Em resposta ela tocou a sua na dele, num beijo quente. Deram muitos beijos rápidos nos ombros, no pescoço, na boca, nas orelhas. As mãos dele tentavam tirar suas roupas. Um tateava o outro tentando encontrar um ponto-fraco.

– Barriga! — ela falou, ainda dando um beijo. É que quando suas mãos acariciaram a barriga dele, sentiu ele contrai-la.

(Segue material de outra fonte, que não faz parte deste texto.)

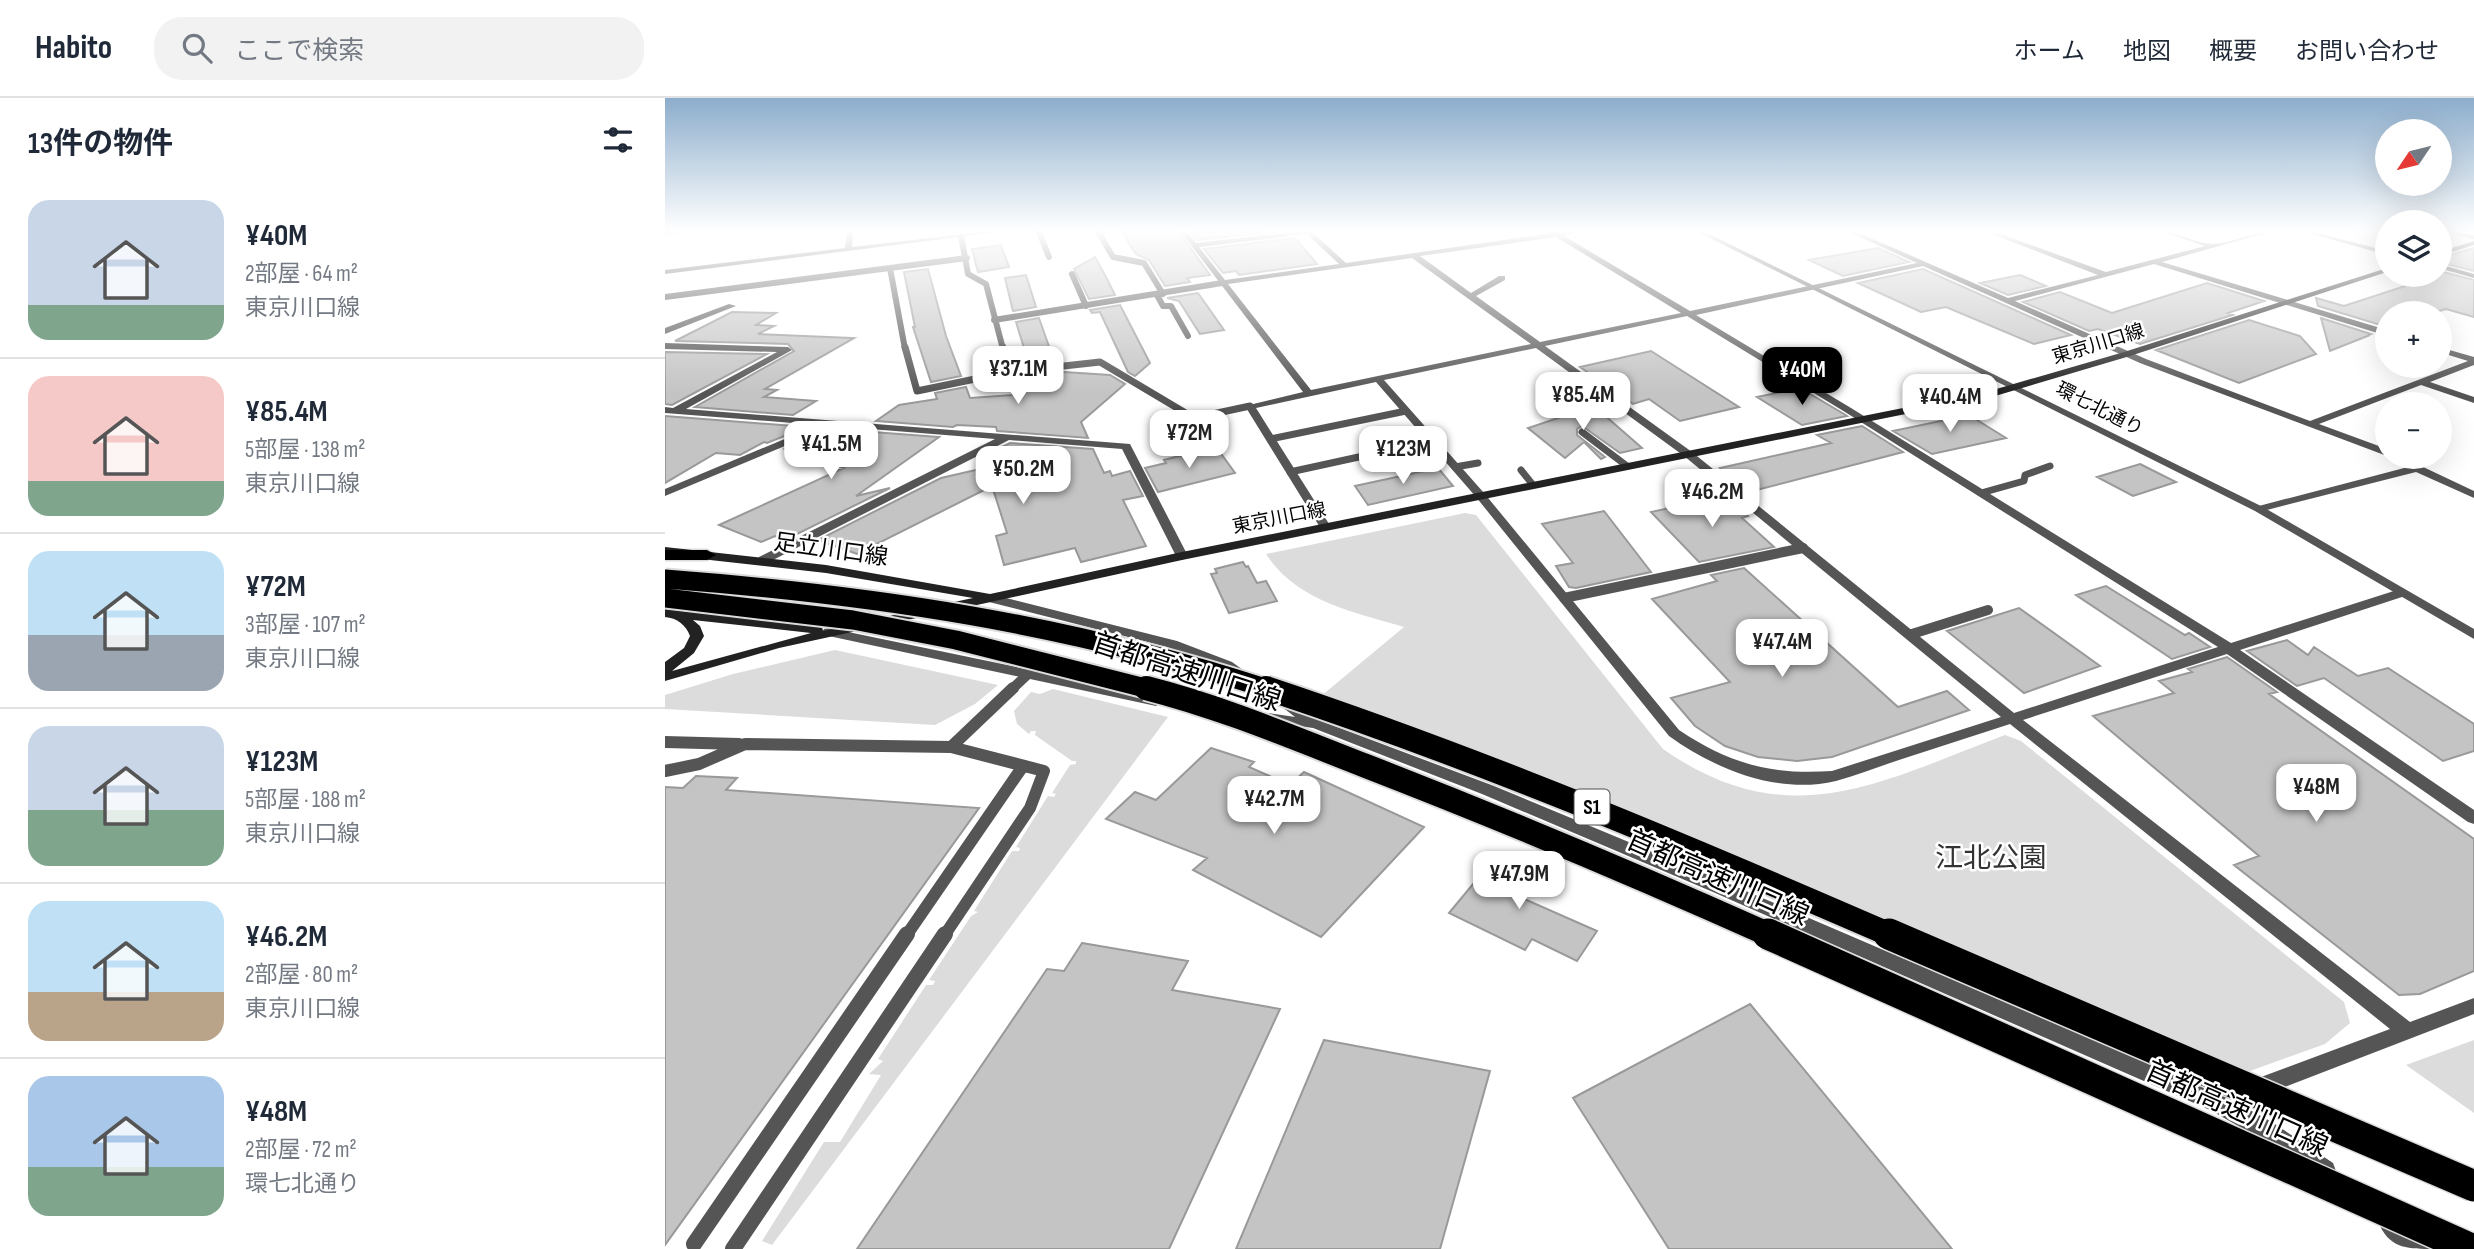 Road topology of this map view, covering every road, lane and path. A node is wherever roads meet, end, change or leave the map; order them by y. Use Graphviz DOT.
graph roads {
  1 [pos="753,286"];
  2 [pos="893,286"];
  3 [pos="986,286"];
  4 [pos="1077,286"];
  5 [pos="1156,286"];
  6 [pos="1207,286"];
  7 [pos="1224,286"];
  8 [pos="1454,286"];
  9 [pos="1489,286"];
  10 [pos="1643,286"];
  11 [pos="1820,286"];
  12 [pos="1973,286"];
  13 [pos="2066,286"];
  14 [pos="2233,286"];
  15 [pos="2338,286"];
  16 [pos="1814,287"];
  17 [pos="1160,294"];
  18 [pos="665,297"];
  19 [pos="1469,297"];
  20 [pos="2008,301"];
  21 [pos="2287,302"];
  22 [pos="732,306"];
  23 [pos="1086,306"];
  24 [pos="1690,314"];
  25 [pos="994,320"];
  26 [pos="2375,329"];
  27 [pos="665,331"];
  28 [pos="1188,336"];
  29 [pos="665,346"];
  30 [pos="1535,346"];
  31 [pos="2452,353"];
  32 [pos="2127,354"];
  33 [pos="2474,361"];
  34 [pos="1009,372"];
  35 [pos="1379,380"];
  36 [pos="2421,382"];
  37 [pos="2017,388"];
  38 [pos="1309,394"];
  39 [pos="2474,400"];
  40 [pos="1250,406"];
  41 [pos="670,411"];
  42 [pos="1406,411"];
  43 [pos="1863,420"];
  44 [pos="833,422"];
  45 [pos="2311,424"];
  46 [pos="1582,432"];
  47 [pos="1005,437"];
  48 [pos="1270,439"];
  49 [pos="1432,441"];
  50 [pos="2375,448"];
  51 [pos="1688,454"];
  52 [pos="1478,463"];
  53 [pos="1627,466"];
  54 [pos="2050,466"];
  55 [pos="1455,467"];
  56 [pos="2414,469"];
  57 [pos="2420,469"];
  58 [pos="1521,470"];
  59 [pos="1290,472"];
  60 [pos="665,481"];
  61 [pos="684,485"];
  62 [pos="1533,485"];
  63 [pos="665,493"];
  64 [pos="1981,493"];
  65 [pos="1480,495"];
  66 [pos="2474,495"];
  67 [pos="2259,509"];
  68 [pos="1325,527"];
  69 [pos="1803,548"];
  70 [pos="665,553"];
  71 [pos="707,555"];
  72 [pos="1182,556"];
  73 [pos="762,560"];
  74 [pos="665,579"];
  75 [pos="2401,593"];
  76 [pos="990,598"];
  77 [pos="1565,598"];
  78 [pos="668,608"];
  79 [pos="1988,610"];
  80 [pos="829,632"];
  81 [pos="1912,634"];
  82 [pos="2474,635"];
  83 [pos="2230,648"];
  84 [pos="665,669"];
  85 [pos="1029,673"];
  86 [pos="665,677"];
  87 [pos="2014,720"];
  88 [pos="1316,724"];
  89 [pos="665,742"];
  90 [pos="745,744"];
  91 [pos="951,747"];
  92 [pos="1023,766"];
  93 [pos="665,771"];
  94 [pos="2474,818"];
  95 [pos="2474,1006"];
  96 [pos="2407,1031"];
  97 [pos="2217,1103"];
  98 [pos="2474,1186"];
  99 [pos="694,1244"];
  100 [pos="733,1249"];
  101 [pos="2421,1249"];
  102 [pos="2471,1249"];
  1 -- 18 [label="lane"];
  2 -- 34 [label="lane"];
  3 -- 25 [label="lane"];
  4 -- 23 [label="lane"];
  5 -- 17 [label="lane"];
  6 -- 17 [label="lane"];
  7 -- 38 [label="street"];
  8 -- 19 [label="street"];
  9 -- 19 [label="street"];
  10 -- 24 [label="street"];
  11 -- 16 [label="street"];
  12 -- 20 [label="street"];
  13 -- 20 [label="street"];
  14 -- 21 [label="street"];
  15 -- 21 [label="main road, 東京川口線"];
  16 -- 24 [label="street"];
  16 -- 37 [label="street, 環七北通り"];
  17 -- 23 [label="lane"];
  17 -- 28 [label="lane"];
  19 -- 30 [label="street"];
  20 -- 32 [label="street"];
  21 -- 26 [label="street"];
  21 -- 32 [label="main road, 東京川口線"];
  22 -- 27 [label="street"];
  23 -- 25 [label="lane"];
  24 -- 30 [label="street"];
  24 -- 43 [label="street"];
  25 -- 34 [label="lane"];
  29 -- 41 [label="street"];
  30 -- 35 [label="street"];
  30 -- 51 [label="street"];
  31 -- 33 [label="street"];
  32 -- 37 [label="main road, 東京川口線"];
  32 -- 45 [label="street"];
  33 -- 36 [label="street"];
  34 -- 40 [label="lane"];
  35 -- 38 [label="street"];
  35 -- 42 [label="street"];
  36 -- 39 [label="street"];
  36 -- 45 [label="street"];
  37 -- 43 [label="main road, 東京川口線"];
  37 -- 67 [label="street, 環七北通り"];
  38 -- 40 [label="street"];
  40 -- 48 [label="street"];
  41 -- 44 [label="street"];
  42 -- 48 [label="lane"];
  42 -- 49 [label="street"];
  43 -- 51 [label="main road, 東京川口線"];
  43 -- 64 [label="street"];
  44 -- 47 [label="street"];
  44 -- 61 [label="street"];
  45 -- 50 [label="street"];
  46 -- 53 [label="lane"];
  47 -- 72 [label="street"];
  47 -- 73 [label="street"];
  48 -- 59 [label="street"];
  49 -- 55 [label="street"];
  49 -- 59 [label="lane"];
  51 -- 53 [label="main road, 東京川口線"];
  51 -- 69 [label="street"];
  52 -- 55 [label="lane"];
  53 -- 62 [label="main road, 東京川口線"];
  54 -- 64 [label="lane"];
  55 -- 65 [label="street"];
  56 -- 67 [label="street"];
  57 -- 66 [label="street"];
  58 -- 62 [label="lane"];
  59 -- 68 [label="street"];
  60 -- 61 [label="street"];
  61 -- 63 [label="street"];
  62 -- 65 [label="main road, 東京川口線"];
  64 -- 83 [label="street"];
  65 -- 68 [label="main road, 東京川口線"];
  65 -- 77 [label="street"];
  67 -- 75 [label="street, 環七北通り"];
  68 -- 72 [label="main road, 東京川口線"];
  69 -- 77 [label="lane"];
  69 -- 81 [label="street"];
  70 -- 71 [label="highway"];
  71 -- 73 [label="main road, 足立川口線"];
  72 -- 76 [label="main road, 東京川口線"];
  73 -- 76 [label="main road, 足立川口線"];
  74 -- 98 [label="highway, 首都高速川口線 / S1, bridge"];
  75 -- 82 [label="street, 環七北通り"];
  75 -- 83 [label="street"];
  76 -- 80 [label="main road, 東京川口線"];
  76 -- 88 [label="street"];
  77 -- 87 [label="street"];
  78 -- 80 [label="main road"];
  78 -- 84 [label="main road"];
  78 -- 102 [label="highway, 首都高速川口線 / S1, bridge"];
  79 -- 81 [label="lane"];
  80 -- 85 [label="street"];
  80 -- 86 [label="main road, 東京川口線"];
  81 -- 87 [label="street"];
  83 -- 87 [label="street"];
  83 -- 94 [label="street"];
  85 -- 88 [label="street"];
  85 -- 91 [label="lane"];
  87 -- 96 [label="street"];
  88 -- 97 [label="street"];
  89 -- 90 [label="lane"];
  90 -- 91 [label="lane"];
  90 -- 93 [label="lane"];
  91 -- 92 [label="lane"];
  92 -- 99 [label="lane"];
  92 -- 100 [label="lane"];
  95 -- 96 [label="street"];
  96 -- 97 [label="street"];
  97 -- 101 [label="street"];
}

– Ahh! É assim? Golpe baixo! A partir daí começou a provoca-la sem dar tempo dela reagir.

– Ai! — ela gritou. Mas era de prazer. — Agora você me pegou!

– Quer desistir ou quer mais?

– Não desisto! — Terminou de tirar a roupa de dormir e ficou só de lingerie. E se deitou na cama de um jeito sensual.

O efeito foi imediato. A libido disparou e a imaginação também.

– Agora eu sou sua. Só sua.

Ele estava vestido apenas com a roupa de baixo. Puxou-a pra perto, bem juntos. — Está sentindo como eu te desejo? — sussurra em seu ouvido.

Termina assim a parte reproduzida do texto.